Excerpts from former UIDAI chief Nandan Nilekani’s address on ‘Data as the oil of the 21st century: India’s response’ at the Delhi Economics Forum on July 22
Why would Google develop self-driving cars? Google first had web search, search led to local search, which led to maps, maps led to street views, and street view led to data on everything around that. In the meantime, machine learning became powerful. It started identifying objects on the road, and all this led to self-driving cars.
Fundamentally, when you have massive data pool you can enter other markets very easily.
For example, recently when the Amazon bought Whole Foods, the prices of retailers dropped in the US. The traditional retailers said, “Oh my god! Amazon, which is the online retailer, is buying the physical retailer… what will happen to us?”
The historic businesses didn’t collect data to the level of detail these new businesses are. Data is the new kind of resource which we need to give out very strategically. It has become more important because of certain developments in the last 15 years.
When did data become the source for business? Essentially, it started with Google monetising the search data so that they could see ads and then Facebook did that to social media. They used data for targeting customers to exactly understand a person’s preferences and selling to the consumers what they want.
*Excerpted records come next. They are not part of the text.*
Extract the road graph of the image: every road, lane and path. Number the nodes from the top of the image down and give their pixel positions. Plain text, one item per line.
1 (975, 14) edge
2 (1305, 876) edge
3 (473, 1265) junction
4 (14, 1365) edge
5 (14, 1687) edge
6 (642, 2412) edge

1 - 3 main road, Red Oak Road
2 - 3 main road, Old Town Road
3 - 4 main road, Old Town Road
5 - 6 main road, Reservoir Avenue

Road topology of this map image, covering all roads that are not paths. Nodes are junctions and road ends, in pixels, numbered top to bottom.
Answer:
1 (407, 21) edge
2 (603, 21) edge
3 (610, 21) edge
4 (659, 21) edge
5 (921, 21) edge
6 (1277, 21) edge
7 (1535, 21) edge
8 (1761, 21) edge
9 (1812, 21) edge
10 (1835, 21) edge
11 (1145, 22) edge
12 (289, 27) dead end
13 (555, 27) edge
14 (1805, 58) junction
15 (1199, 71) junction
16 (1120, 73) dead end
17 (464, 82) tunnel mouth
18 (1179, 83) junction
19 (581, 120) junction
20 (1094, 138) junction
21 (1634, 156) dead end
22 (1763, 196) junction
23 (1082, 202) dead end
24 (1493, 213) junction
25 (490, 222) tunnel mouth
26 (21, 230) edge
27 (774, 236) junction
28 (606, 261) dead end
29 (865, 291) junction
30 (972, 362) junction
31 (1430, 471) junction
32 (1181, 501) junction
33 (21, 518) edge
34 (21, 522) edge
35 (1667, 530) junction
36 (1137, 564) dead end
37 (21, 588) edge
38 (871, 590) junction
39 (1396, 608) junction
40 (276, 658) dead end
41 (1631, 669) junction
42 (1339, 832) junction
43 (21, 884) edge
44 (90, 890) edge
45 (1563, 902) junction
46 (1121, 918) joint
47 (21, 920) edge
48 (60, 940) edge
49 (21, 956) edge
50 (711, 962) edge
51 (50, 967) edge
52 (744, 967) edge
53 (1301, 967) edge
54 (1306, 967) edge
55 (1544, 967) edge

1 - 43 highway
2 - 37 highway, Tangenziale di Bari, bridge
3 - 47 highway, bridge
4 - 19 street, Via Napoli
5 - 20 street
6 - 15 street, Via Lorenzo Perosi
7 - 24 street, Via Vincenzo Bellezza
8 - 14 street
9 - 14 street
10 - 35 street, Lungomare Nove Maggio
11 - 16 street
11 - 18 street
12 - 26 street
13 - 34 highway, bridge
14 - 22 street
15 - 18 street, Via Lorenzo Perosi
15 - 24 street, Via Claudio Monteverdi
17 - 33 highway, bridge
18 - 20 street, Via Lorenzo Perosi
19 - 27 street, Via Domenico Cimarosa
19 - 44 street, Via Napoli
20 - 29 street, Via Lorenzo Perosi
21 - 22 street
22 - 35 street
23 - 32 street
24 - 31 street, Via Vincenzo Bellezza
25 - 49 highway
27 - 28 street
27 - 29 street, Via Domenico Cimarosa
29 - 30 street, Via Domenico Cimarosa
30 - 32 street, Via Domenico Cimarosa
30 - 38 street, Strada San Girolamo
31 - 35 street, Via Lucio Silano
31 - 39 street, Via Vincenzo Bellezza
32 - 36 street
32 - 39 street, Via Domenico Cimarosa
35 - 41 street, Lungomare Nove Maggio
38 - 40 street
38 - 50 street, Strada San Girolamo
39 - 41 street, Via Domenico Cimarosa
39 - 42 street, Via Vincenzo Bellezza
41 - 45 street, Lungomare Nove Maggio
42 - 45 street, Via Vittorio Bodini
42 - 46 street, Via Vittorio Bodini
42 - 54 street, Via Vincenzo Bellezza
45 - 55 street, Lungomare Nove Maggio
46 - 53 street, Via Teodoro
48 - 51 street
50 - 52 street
Between 2000 and 2010, by and large, data was used for monetisation.
The big thing in the last six years is the use of data for Artificial Intelligence (AI). As an idea AI has been there for 40 years. It goes back to the Turing Machine. In the last few years there was so much data that we were not able to do a lot of things with it.
An important breakthrough was ‘deep learning’, which uses layers of neural networks to quickly use data to figure out something. A good example of deep learning is image recognition. In 2011, it had 30 percent error rate. A human being gets it right 95 percent of the time. But from 2011 onwards, deep learning has been applied with image recognition… and now, as of last year, the error rate is less than five percent – better than human beings.
These properties are being used to make self-driving cars. Many aspects of learning are becoming AI-driven. The fact that we have AI offers a huge competitive advantage. It adds value to the data. So data is becoming precious not only because it helps you make money but it also helps you automate and do all kinds of new things and getting to new markets. So data is really the oil of 21st century.
Two examples show how data disrupts scale: digital advertising in the US and payments in China. In the US, Google and Facebook have captured 71 percent of the total digital spend. In the US, newspapers are getting out of business and television is facing a threat. What’s important is that in the growth of digital ad spending in 2015-16, 89 percent of growth was captured by the two platforms! And the two companies didn’t even exist 15 years back.
In China, there has been a rise of digital payments. China’s mobile payments are $5.5 billion – 15 times than that of the US. They have done an amazing job of using QR codes. In China, you can just scan a QR code with a smartphone and make the payment.
However, these payments are dominated by two companies: Ali Pay, part of the Alibaba Group, and WeChat, which belongs to Tencent. Between these two companies they own 90 percent of the total market share in China.
Two companies in the US dominate digital ad and two in China dominate payments. It is a good example of how data has this central prophecy: the more you have data the better you get.
Now if you combine data with AI you get both scale and speed. Again, I’ll give you one example of the US and one of China.
In the US, look at Netflix. Ten years back, it was providing content to consumers in DVD. In 2007, the same year iPhone was launched by Apple, Netflix launched a video streaming service. And today Netflix has over 100 million customers watching videos on their service globally. The difference is, Netflix has data on ‘who’ is watching, ‘what’ they are watching, ‘how’ they are watching, ‘when’ they are watching and ‘what’ do they like. You can use this data to make better programmes.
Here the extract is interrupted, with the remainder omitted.